The full compliment of sidebars would be a header, a footer, a left, and a right sidebar. It would make sense to go ahead and add the parameters to page.tmpl so enabling each just works, and add whatever basic CSS makes sense. Although I don't know if I want to try to get a 3 column CSS going, so perhaps leave the left sidebar out of that.


--- /usr/share/perl5/IkiWiki/Plugin/sidebar.pm  2010-02-11 22:53:17.000000000 -0500
+++ plugins/IkiWiki/Plugin/sidebar.pm   2010-02-27 09:54:12.524412391 -0500
@@ -19,12 +19,20 @@
            safe => 1,
            rebuild => 1,
        },
+       active_sidebars => {
+           type => "string",
+           example => qw(sidebar banner footer),
+           description => "Which sidebars must be activated and processed.",
+           safe => 1,
+           rebuild => 1
+       },
 }
 
-sub sidebar_content ($) {
+sub sidebar_content ($$) {
    my $page=shift;
+   my $sidebar=shift;
    
-   my $sidebar_page=bestlink($page, "sidebar") || return;
+   my $sidebar_page=bestlink($page, $sidebar) || return;
    my $sidebar_file=$pagesources{$sidebar_page} || return;
    my $sidebar_type=pagetype($sidebar_file);
    
@@ -49,11 +57,17 @@
 
    my $page=$params{page};
    my $template=$params{template};
-   
-   if ($template->query(name => "sidebar")) {
-       my $content=sidebar_content($page);
-       if (defined $content && length $content) {
-               $template->param(sidebar => $content);
+
+   my @sidebars;
+   if (defined $config{active_sidebars} && length $config{active_sidebars}) { @sidebars = @{$config{active_sidebars}}; }
+   else { @sidebars = qw(sidebar); }
+
+   foreach my $sidebar (@sidebars) {
+       if ($template->query(name => $sidebar)) {
+           my $content=sidebar_content($page, $sidebar);
+           if (defined $content && length $content) {
+               $template->param($sidebar => $content);
+           }
        }
    }
 }

Further thoughts about this

(since the indentation level was getting rather high.)

What about using pagespecs in the config to map pages and sidebar pages together?

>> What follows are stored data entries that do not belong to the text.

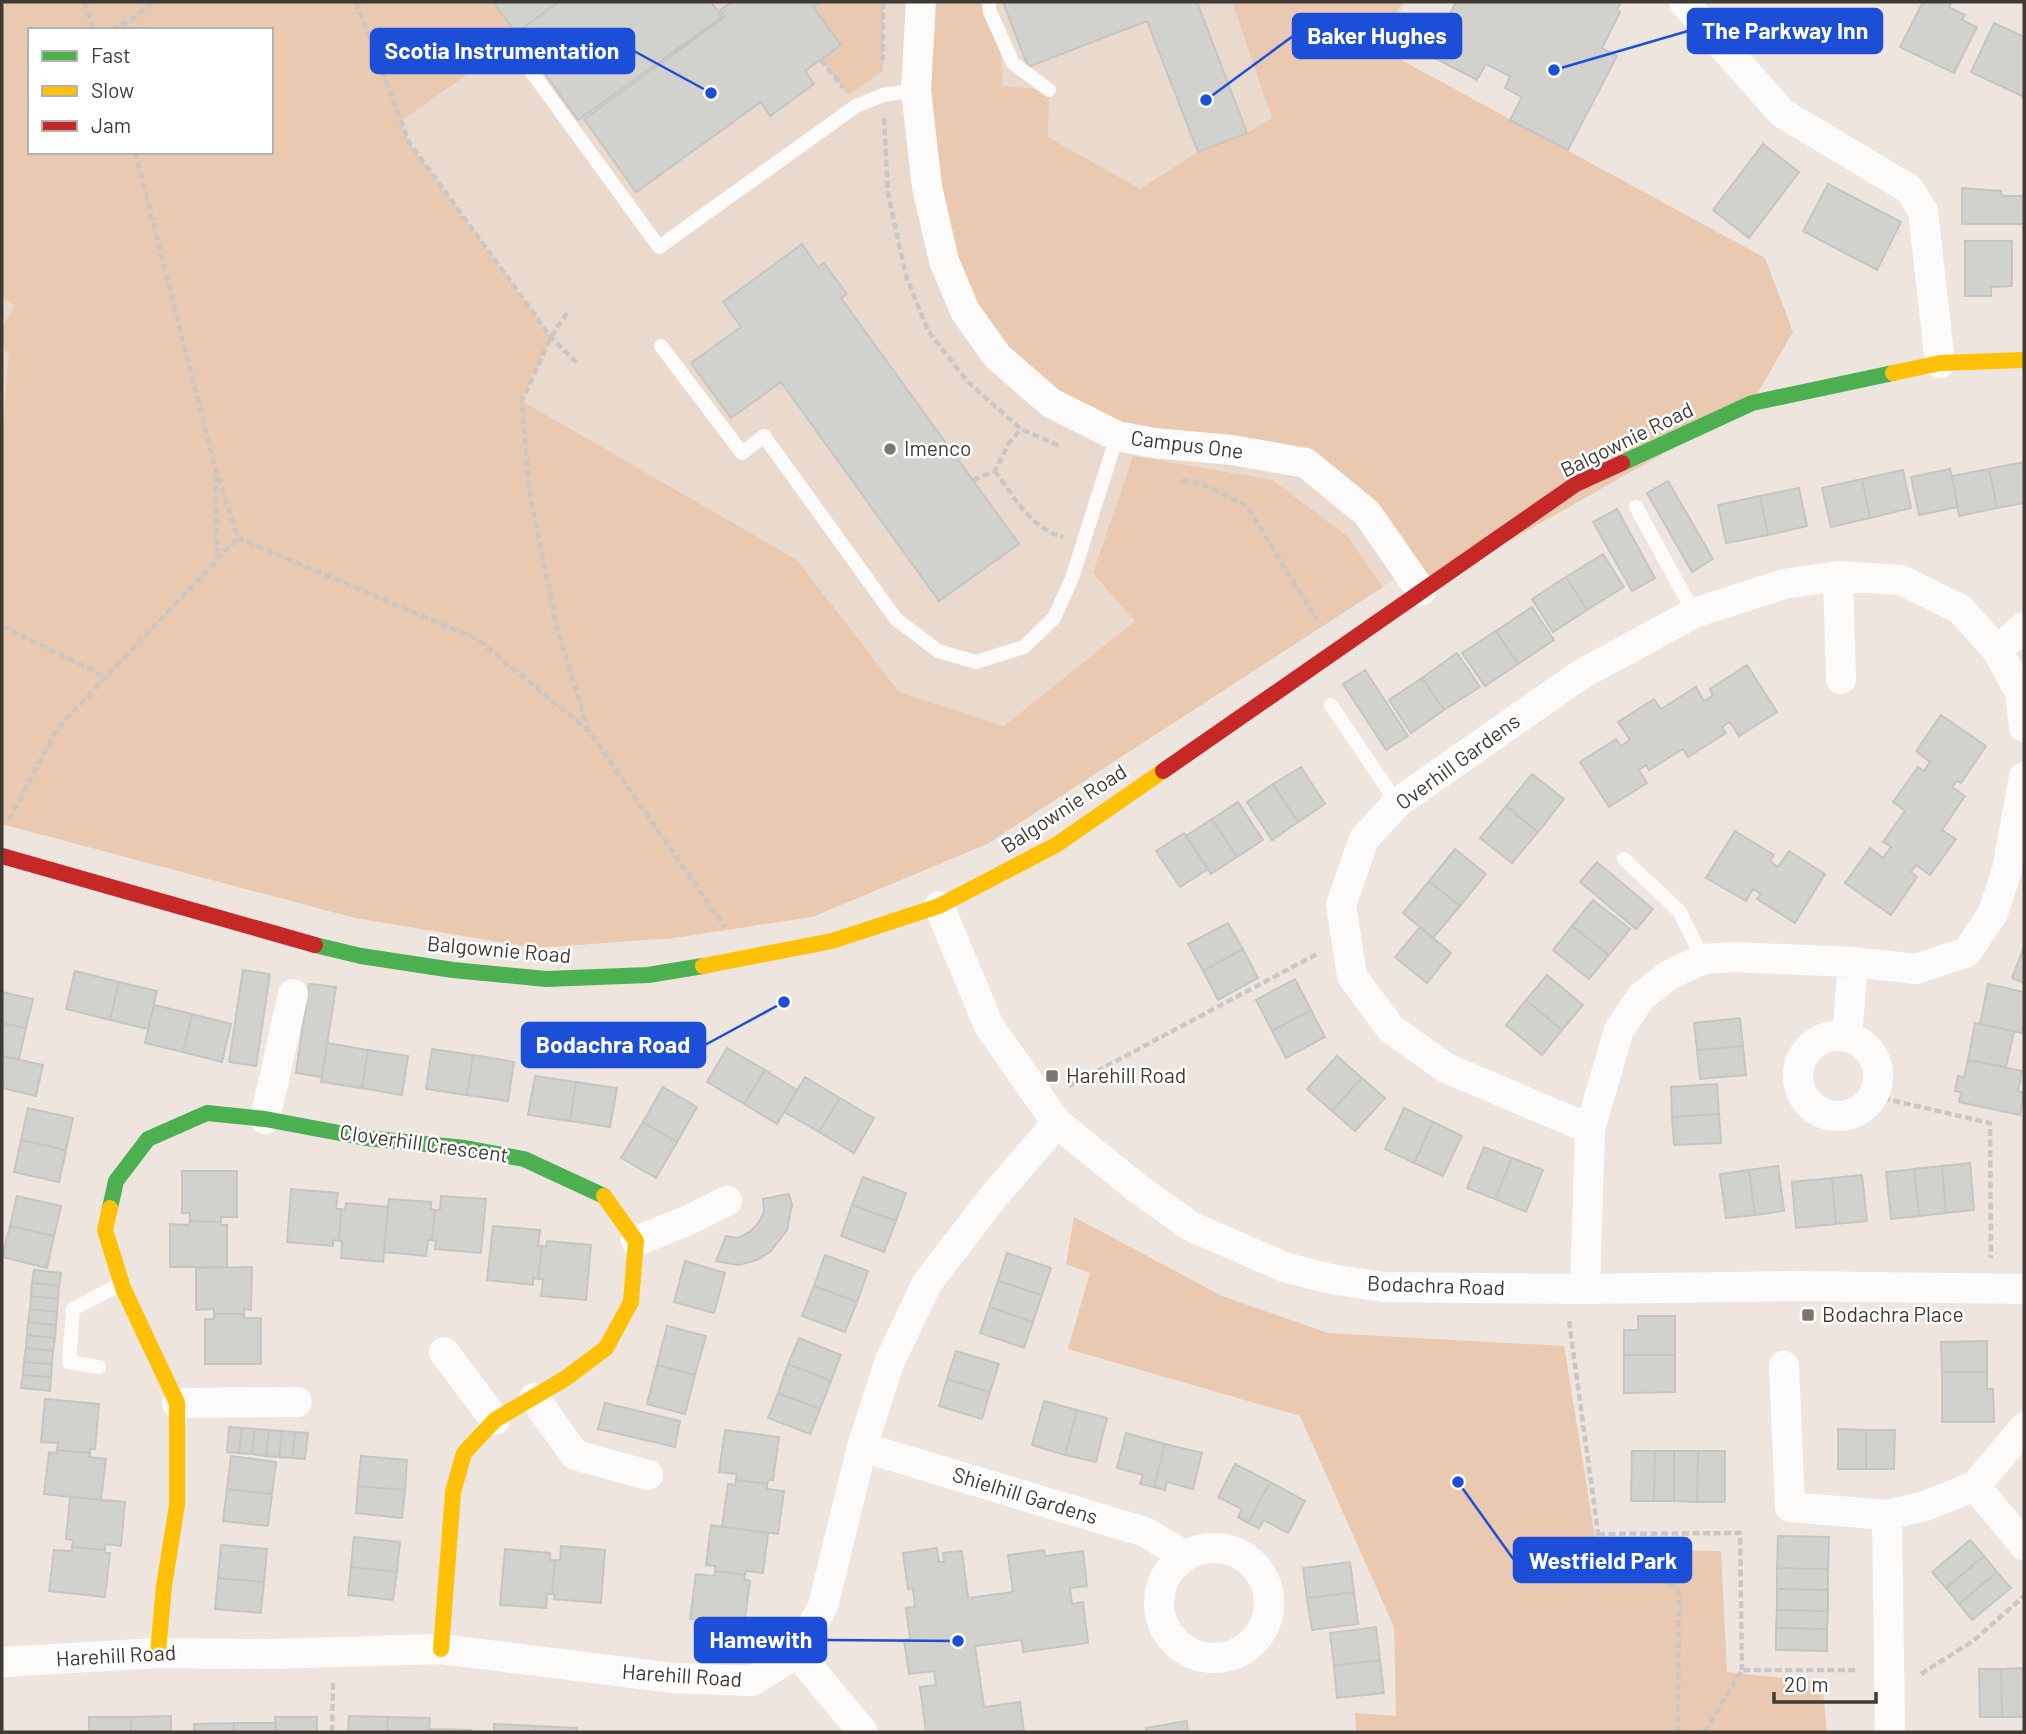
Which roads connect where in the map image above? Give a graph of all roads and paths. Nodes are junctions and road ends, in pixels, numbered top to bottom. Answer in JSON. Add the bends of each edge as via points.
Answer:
{"nodes":[{"id":1,"x":84,"y":2,"type":"edge"},
{"id":2,"x":153,"y":2,"type":"edge"},
{"id":3,"x":356,"y":2,"type":"edge"},
{"id":4,"x":921,"y":2,"type":"edge"},
{"id":5,"x":989,"y":2,"type":"edge"},
{"id":6,"x":1684,"y":2,"type":"edge"},
{"id":7,"x":93,"y":28,"type":"edge"},
{"id":8,"x":116,"y":28,"type":"edge"},
{"id":9,"x":528,"y":50,"type":"dead end"},
{"id":10,"x":821,"y":60,"type":"dead end"},
{"id":11,"x":916,"y":90,"type":"junction"},
{"id":12,"x":1049,"y":90,"type":"dead end"},
{"id":13,"x":856,"y":106,"type":"junction"},
{"id":14,"x":136,"y":154,"type":"edge"},
{"id":15,"x":568,"y":313,"type":"dead end"},
{"id":16,"x":551,"y":337,"type":"junction"},
{"id":17,"x":661,"y":346,"type":"dead end"},
{"id":18,"x":2024,"y":360,"type":"edge"},
{"id":19,"x":1940,"y":363,"type":"junction"},
{"id":20,"x":578,"y":364,"type":"dead end"},
{"id":21,"x":1021,"y":429,"type":"dead end"},
{"id":22,"x":1118,"y":436,"type":"junction"},
{"id":23,"x":216,"y":471,"type":"junction"},
{"id":24,"x":995,"y":471,"type":"junction"},
{"id":25,"x":973,"y":480,"type":"dead end"},
{"id":26,"x":1636,"y":507,"type":"dead end"},
{"id":27,"x":238,"y":538,"type":"junction"},
{"id":28,"x":1084,"y":543,"type":"junction"},
{"id":29,"x":217,"y":560,"type":"junction"},
{"id":30,"x":1838,"y":576,"type":"junction"},
{"id":31,"x":1421,"y":591,"type":"junction"},
{"id":32,"x":1694,"y":613,"type":"junction"},
{"id":33,"x":2,"y":626,"type":"edge"},
{"id":34,"x":2024,"y":626,"type":"edge"},
{"id":35,"x":1997,"y":650,"type":"junction"},
{"id":36,"x":106,"y":677,"type":"junction"},
{"id":37,"x":1841,"y":679,"type":"dead end"},
{"id":38,"x":1331,"y":705,"type":"dead end"},
{"id":39,"x":2024,"y":727,"type":"edge"},
{"id":40,"x":589,"y":731,"type":"junction"},
{"id":41,"x":2024,"y":777,"type":"edge"},
{"id":42,"x":1397,"y":803,"type":"junction"},
{"id":43,"x":8,"y":822,"type":"dead end"},
{"id":44,"x":2,"y":856,"type":"edge"},
{"id":45,"x":1624,"y":859,"type":"dead end"},
{"id":46,"x":939,"y":906,"type":"junction"},
{"id":47,"x":725,"y":926,"type":"dead end"},
{"id":48,"x":1346,"y":938,"type":"junction"},
{"id":49,"x":1703,"y":959,"type":"junction"},
{"id":50,"x":1853,"y":962,"type":"junction"},
{"id":51,"x":293,"y":994,"type":"dead end"},
{"id":52,"x":1847,"y":1037,"type":"junction"},
{"id":53,"x":1873,"y":1096,"type":"junction"},
{"id":54,"x":1048,"y":1112,"type":"junction"},
{"id":55,"x":265,"y":1119,"type":"junction"},
{"id":56,"x":1590,"y":1129,"type":"junction"},
{"id":57,"x":727,"y":1201,"type":"dead end"},
{"id":58,"x":636,"y":1241,"type":"junction"},
{"id":59,"x":122,"y":1283,"type":"junction"},
{"id":60,"x":1992,"y":1288,"type":"junction"},
{"id":61,"x":1585,"y":1289,"type":"junction"},
{"id":62,"x":2024,"y":1289,"type":"edge"},
{"id":63,"x":444,"y":1352,"type":"dead end"},
{"id":64,"x":1784,"y":1366,"type":"dead end"},
{"id":65,"x":99,"y":1367,"type":"dead end"},
{"id":66,"x":534,"y":1398,"type":"junction"},
{"id":67,"x":297,"y":1402,"type":"dead end"},
{"id":68,"x":177,"y":1403,"type":"junction"},
{"id":69,"x":495,"y":1420,"type":"junction"},
{"id":70,"x":2024,"y":1428,"type":"edge"},
{"id":71,"x":862,"y":1447,"type":"junction"},
{"id":72,"x":648,"y":1475,"type":"dead end"},
{"id":73,"x":1975,"y":1486,"type":"junction"},
{"id":74,"x":1887,"y":1515,"type":"junction"},
{"id":75,"x":1598,"y":1534,"type":"junction"},
{"id":76,"x":2024,"y":1545,"type":"edge"},
{"id":77,"x":1184,"y":1555,"type":"dead end"},
{"id":78,"x":2024,"y":1596,"type":"edge"},
{"id":79,"x":441,"y":1649,"type":"junction"},
{"id":80,"x":333,"y":1651,"type":"junction"},
{"id":81,"x":158,"y":1653,"type":"junction"},
{"id":82,"x":797,"y":1653,"type":"junction"},
{"id":83,"x":2,"y":1662,"type":"edge"},
{"id":84,"x":1742,"y":1670,"type":"junction"},
{"id":85,"x":1888,"y":1670,"type":"junction"},
{"id":86,"x":332,"y":1732,"type":"edge"},
{"id":87,"x":863,"y":1732,"type":"edge"},
{"id":88,"x":1678,"y":1732,"type":"edge"},
{"id":89,"x":1705,"y":1732,"type":"edge"},
{"id":90,"x":1890,"y":1732,"type":"edge"}],
"edges":[{"from":1,"to":7,"type":"path"},
{"from":2,"to":8,"type":"path"},
{"from":3,"to":16,"type":"path","via":[[409,142]]},
{"from":4,"to":11,"type":"street","name":"Campus One"},
{"from":5,"to":12,"type":"lane","via":[[1013,63]]},
{"from":6,"to":19,"type":"street","via":[[1782,113],[1909,189],[1923,211]]},
{"from":9,"to":13,"type":"lane","via":[[520,56],[659,247]]},
{"from":10,"to":13,"type":"path"},
{"from":11,"to":13,"type":"lane","via":[[883,95]]},
{"from":11,"to":22,"type":"street","name":"Campus One","via":[[927,187],[944,261],[965,311],[998,356],[1051,403]]},
{"from":14,"to":23,"type":"path"},
{"from":15,"to":16,"type":"path"},
{"from":16,"to":20,"type":"path"},
{"from":16,"to":40,"type":"path","via":[[522,401],[529,489],[556,624]]},
{"from":17,"to":28,"type":"lane","via":[[742,453],[764,436],[896,618],[938,651],[976,662],[1024,647],[1054,618]]},
{"from":18,"to":19,"type":"street","name":"Balgownie Road"},
{"from":19,"to":31,"type":"street","name":"Balgownie Road","via":[[1752,403],[1576,484]]},
{"from":21,"to":24,"type":"path"},
{"from":22,"to":28,"type":"lane"},
{"from":22,"to":31,"type":"street","name":"Campus One","via":[[1306,463],[1367,513]]},
{"from":23,"to":27,"type":"path"},
{"from":23,"to":29,"type":"path"},
{"from":24,"to":25,"type":"path"},
{"from":24,"to":28,"type":"path","via":[[1027,516],[1051,534]]},
{"from":26,"to":32,"type":"lane"},
{"from":27,"to":29,"type":"path"},
{"from":27,"to":40,"type":"path","via":[[477,639]]},
{"from":29,"to":36,"type":"path"},
{"from":30,"to":32,"type":"street","name":"Overhill Gardens","via":[[1784,584]]},
{"from":30,"to":35,"type":"street","name":"Overhill Gardens","via":[[1901,580],[1959,609]]},
{"from":30,"to":37,"type":"street"},
{"from":31,"to":46,"type":"street","name":"Balgownie Road","via":[[1056,845]]},
{"from":32,"to":42,"type":"street","name":"Overhill Gardens","via":[[1580,675]]},
{"from":33,"to":36,"type":"path"},
{"from":34,"to":35,"type":"street"},
{"from":35,"to":39,"type":"street","name":"Overhill Gardens","via":[[2020,692]]},
{"from":36,"to":43,"type":"path","via":[[55,730]]},
{"from":38,"to":42,"type":"lane"},
{"from":40,"to":47,"type":"path"},
{"from":41,"to":50,"type":"street","via":[[2004,881],[1993,913],[1967,952],[1916,968]]},
{"from":42,"to":48,"type":"street","name":"Overhill Gardens","via":[[1364,839],[1341,905]]},
{"from":44,"to":46,"type":"street","name":"Balgownie Road","via":[[362,956],[546,979],[648,975],[748,959],[832,941]]},
{"from":45,"to":49,"type":"lane","via":[[1679,911]]},
{"from":46,"to":54,"type":"street","name":"Bodachra Road","via":[[989,1026]]},
{"from":48,"to":54,"type":"path"},
{"from":48,"to":56,"type":"street","name":"Overhill Gardens","via":[[1352,976],[1390,1028],[1446,1068]]},
{"from":49,"to":50,"type":"street"},
{"from":49,"to":56,"type":"street","via":[[1669,975],[1641,997],[1619,1030]]},
{"from":50,"to":52,"type":"street"},
{"from":51,"to":55,"type":"street"},
{"from":52,"to":53,"type":"street","via":[[1861,1043],[1877,1067]]},
{"from":52,"to":53,"type":"street","via":[[1819,1041],[1807,1051],[1800,1063],[1801,1093],[1821,1113],[1836,1117],[1863,1108]]},
{"from":53,"to":60,"type":"path","via":[[1990,1123]]},
{"from":54,"to":61,"type":"street","name":"Bodachra Road","via":[[1137,1188],[1192,1227],[1287,1268],[1383,1287]]},
{"from":54,"to":71,"type":"street","name":"Harehill Road","via":[[994,1196],[926,1283],[889,1363]]},
{"from":55,"to":58,"type":"street","name":"Cloverhill Crescent","via":[[524,1159],[603,1194]]},
{"from":55,"to":59,"type":"street","name":"Cloverhill Crescent","via":[[207,1113],[148,1139],[116,1181],[105,1230]]},
{"from":56,"to":61,"type":"street"},
{"from":57,"to":58,"type":"street"},
{"from":58,"to":66,"type":"street","via":[[631,1302],[606,1348]]},
{"from":59,"to":65,"type":"lane","via":[[74,1309],[69,1362]]},
{"from":59,"to":68,"type":"street","name":"Cloverhill Crescent"},
{"from":60,"to":61,"type":"street","name":"Bodachra Road"},
{"from":60,"to":62,"type":"street","name":"Bodachra Road"},
{"from":61,"to":75,"type":"path","via":[[1568,1323]]},
{"from":63,"to":69,"type":"street"},
{"from":64,"to":74,"type":"street","via":[[1790,1507]]},
{"from":66,"to":69,"type":"street"},
{"from":66,"to":72,"type":"street","via":[[575,1455]]},
{"from":67,"to":68,"type":"street"},
{"from":68,"to":81,"type":"street","name":"Cloverhill Crescent","via":[[177,1505]]},
{"from":69,"to":79,"type":"street","via":[[464,1453],[453,1492]]},
{"from":70,"to":73,"type":"street"},
{"from":71,"to":77,"type":"street","name":"Shielhill Gardens","via":[[1145,1532]]},
{"from":71,"to":82,"type":"street","name":"Harehill Road","via":[[823,1606]]},
{"from":73,"to":74,"type":"street"},
{"from":73,"to":76,"type":"street"},
{"from":74,"to":85,"type":"street"},
{"from":75,"to":84,"type":"path","via":[[1740,1533]]},
{"from":75,"to":88,"type":"path","via":[[1602,1562],[1630,1575],[1664,1578],[1679,1592]]},
{"from":78,"to":85,"type":"path","via":[[1973,1641],[1920,1675]]},
{"from":79,"to":80,"type":"street","name":"Harehill Road"},
{"from":79,"to":82,"type":"street","name":"Harehill Road","via":[[673,1678],[752,1681]]},
{"from":80,"to":81,"type":"street","name":"Harehill Road"},
{"from":80,"to":86,"type":"path"},
{"from":81,"to":83,"type":"street","name":"Harehill Road"},
{"from":82,"to":87,"type":"street"},
{"from":84,"to":85,"type":"path"},
{"from":84,"to":89,"type":"path"},
{"from":85,"to":90,"type":"street"}]}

Something like this:

    sidebar_pagespec => {
        "foo/*" => 'sidebars/foo_sidebar',
        "bar/* and !bar/*/*' => 'bar/bar_top_sidebar',
        "* and !foo/* and !bar/*" => 'sidebars/general_sidebar',
    },

One could do something similar for pageheader, pagefooter and rightbar if desired.

Another thing which I find compelling - but probably because I am using field - is to be able to treat the included page as if it were part of the page it was included into, rather than as an included page. I mean things like [[!if ...]] would test against the page name of the page it's included into rather than the name of the sidebar/header/footer page. It's even more powerful if one combines this with field/getfield/ftemplate/report, since one could make "generic" headers and footers that could apply to a whole set of pages.

Header example:

#{{$title}}
[[!ftemplate  id="nice_data_table"]]

Footer example:

------------
[[!report  template="footer_trail" trail="trailpage" here_only=1]]

(Yes, I am already doing something like this on my own site. It's like the PmWiki concept of GroupHeader/GroupFooter)

-- KathrynAndersen

I am stumbling upon this discussion, and I noticed that I implemented part of KathrynAndersen idea in the sidebar2 plugin. Using this plugin, you can have several sidebars, which are included only in pages matching some pagespec.